The Centers for Medicare & Medicaid Services (CMS) released a revised Workers’ Compensation Medicare Set-Aside Arrangement (WCMSAReference Guide (“Reference Guide”) Version 3.3 on April 19, 2021. This Reference Guide replaces Version 3.2 which was released on October 5, 2020. There are a few notable changes when comparing the two Reference Guides.  The blue highlights below indicate the updated changes provided in Reference Guide Version 3.3.

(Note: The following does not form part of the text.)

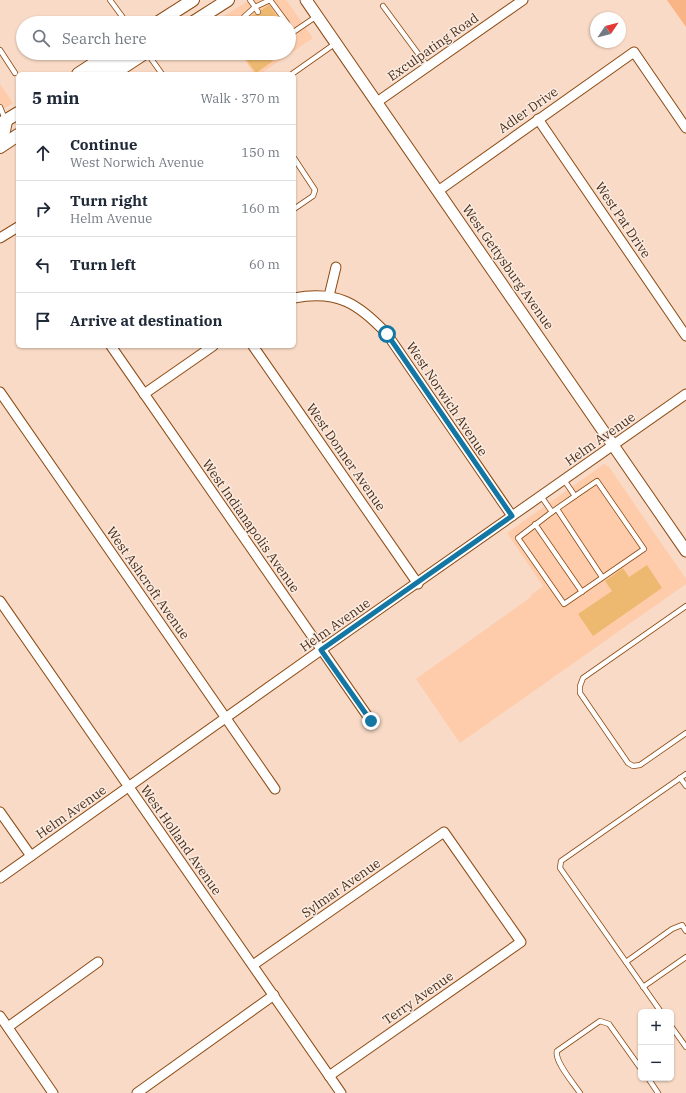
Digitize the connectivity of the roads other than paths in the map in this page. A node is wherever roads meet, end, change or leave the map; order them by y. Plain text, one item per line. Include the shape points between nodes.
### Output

CMS’s Version 3.3 Reference Guide includes the following changes:

  • The CDC Life Table link was updated (Section 3).
  • Language around surgeries to be covered by seed money in a structured settlement was clarified, and a disclaimer was added to the proposal review reference tools list in Appendix 4, along with the Conduent Strataware® tool (Sections 5.2 and 9.4.4, Appendix 4).
  • Miscellaneous clarifications were added as follows (Sections 9.4.5, 10.2, 16.2, and 4):
    • On pricing: include refills when pricing intrathecal
    • On documentation: clarification was added on Consent to Release
    • On WCMSA Portal case access: clarification was added on case access for Professional Administrators who are not the original
  • The Major Medical Centers table was updated for a Missouri entry (Appendix 7).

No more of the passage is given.